Jason Battlesea looked a little uncertain. “You had us investigated?” he asked. “Do you do that with all your clients?”
“I did not have you investigated,” Gregor said. “I did ask around, because that’s only sensible. If I’m going to take a case, I want to be sure that the people I’m working with are capable of being worked with. But this is not that. This is a hard-copy printout of the compute
r files you sent me outlining this case. And do you know what’s wrong with it?”
“Did we leave something out?” Jack Mann asked. “We went over it and over it. We really did.”
“You may have left something out,” Gregor said, “but it would be hard for me to know what. What’s wrong with this is this: Four-fifths of it concern the robberies, or Chapin Waring disappearing at the very moment when she was identified as one of the people involved in those robberies, or about the people Chapin Waring did or didn’t know in the period when those robberies were taking place. There are even six solid pages about debutante parties.”

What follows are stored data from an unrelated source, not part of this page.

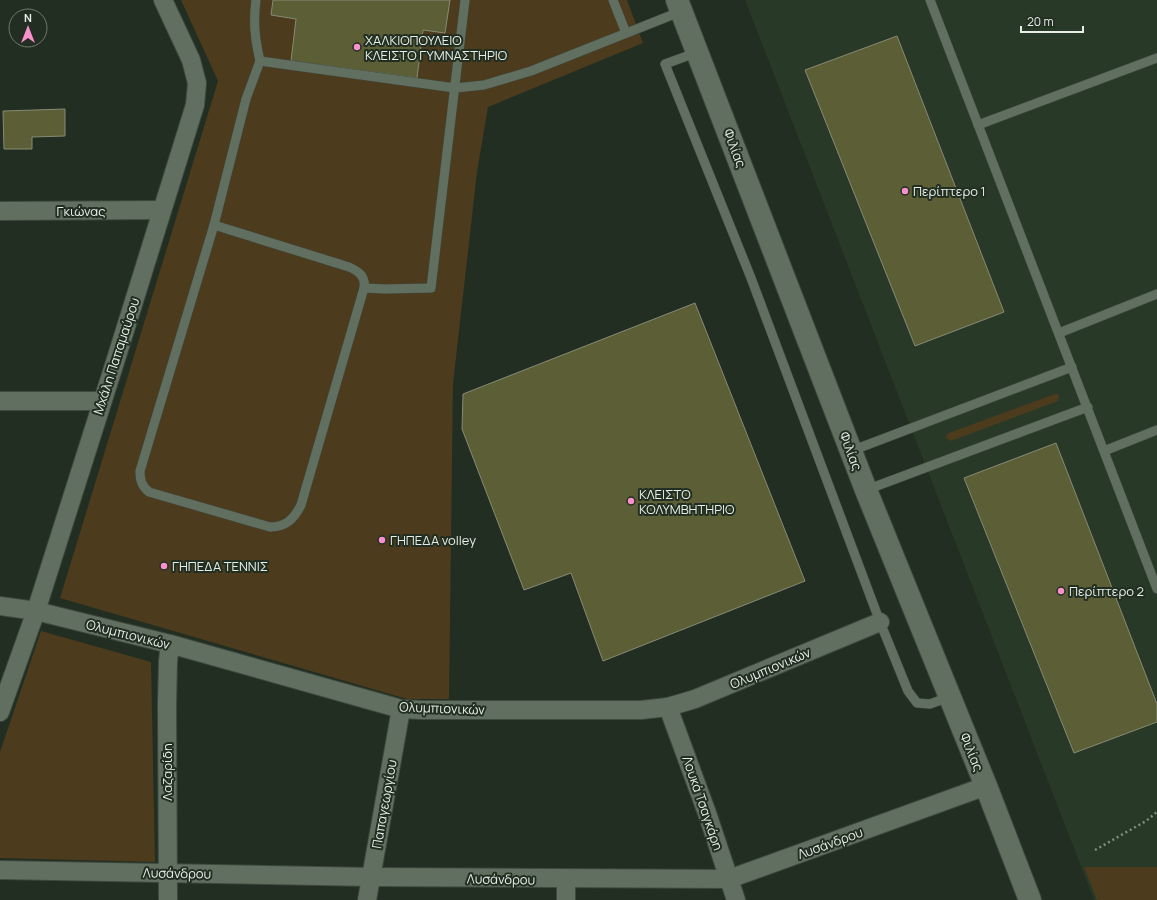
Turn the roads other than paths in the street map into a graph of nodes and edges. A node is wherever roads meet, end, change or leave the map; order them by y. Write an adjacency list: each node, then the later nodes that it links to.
1 (164, 0): 13 (street, Μχάλη Παπαμαύρου)
2 (256, 0): 10 (lane)
3 (465, 0): 11 (lane)
4 (613, 0): 7 (lane)
5 (930, 0): 12 (lane)
6 (679, 6): 7 (lane); 8 (street, Φιλίας)
7 (626, 33): 11 (lane)
8 (698, 52): 25 (street, Φιλίας); 30 (lane)
9 (1157, 58): 12 (lane)
10 (260, 61): 11 (lane); 15 (lane)
11 (455, 88): 16 (lane)
12 (978, 125): 18 (lane)
13 (162, 210): 14 (street, Γκιώνας); 21 (street, Μχάλη Παπαμαύρου)
14 (0, 211)
15 (214, 225): 16 (lane); 16 (lane)
16 (364, 288)
17 (1157, 294): 18 (lane)
18 (1059, 333): 19 (lane)
19 (1072, 367): 22 (lane); 25 (lane)
20 (0, 401): 21 (street)
21 (102, 401): 29 (street, Μχάλη Παπαμαύρου)
22 (1088, 407): 24 (lane); 26 (lane)
23 (1157, 430): 24 (lane)
24 (1104, 450): 27 (lane)
25 (851, 451): 26 (street, Φιλίας)
26 (866, 490): 32 (street, Φιλίας)
27 (1157, 589)
28 (0, 606): 29 (street, Ολυμπιονικών)
29 (36, 610): 31 (street, Ολυμπιονικών); 35 (street, Μχάλη Παπαμαύρου)
30 (880, 622): 32 (lane); 33 (street, Ολυμπιονικών)
31 (170, 644): 34 (street, Ολυμπιονικών); 38 (street, Λαζαρίδη)
32 (949, 697): 36 (street, Φιλίας)
33 (668, 707): 34 (street, Ολυμπιονικών); 41 (street, Λουκά Τσαγκάρη)
34 (401, 708): 39 (street, Παπαγεωργίου)
35 (0, 712)
36 (986, 786): 41 (street, Λυσάνδρου); 46 (street, Φιλίας)
37 (0, 870): 38 (street, Λυσάνδρου)
38 (168, 873): 39 (street, Λυσάνδρου); 42 (street, Λαζαρίδη)
39 (371, 877): 40 (street, Λυσάνδρου); 43 (street, Παπαγεωργίου)
40 (566, 879): 41 (street, Λυσάνδρου); 44 (street)
41 (729, 880): 45 (street, Λουκά Τσαγκάρη)
42 (168, 900)
43 (367, 900)
44 (566, 900)
45 (736, 900)
46 (1030, 900)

The three men looked more and more bewildered. It wasn’t stupidity. They were all bright enough. It wasn’t even entirely lack of experience. There were experienced agents of the FBI who were making this same mistake, but they had the excuse that this case was not actually theirs. Jason Battlesea, Mike Held, and Jack Mann had no excuse at all.
Gregor tried very hard not to let his exasperation show.
“No matter what happened with those robberies,” he said, “you have a case here and now. You have a body in the morgue. You have a crime scene. You have an act of violence. A woman was murdered in a house on Beach Drive. She was stabbed in the back with—with what? I presume a knife, but your report to me doesn’t actually say so. I can find out more about a thirty-year-old bank robbery in these pages than I can about your actual case.”
“But,” Jason Battlesea said.
“Yes?” Gregor said.
“But aren’t they connected?” Jason Battlesea said.
“I don’t know,” Gregor said.
“But they have to be connected,” Jason Battlesea said. “She disappeared because of the bank robberies, and because those two people got killed in the last one. She wouldn’t just come back here for no reason. She knew the FBI was looking for her. And why would anybody kill her if it didn’t have something to do with the robberies? It’s not like she’d been here all the time, making enemies.”
“Maybe,” Gregor said, “but I don’t know, and you don’t know either. What if this hadn’t been Chapin Waring who’d been killed? What if it had been some unknown woman? How would you have gone about it then?”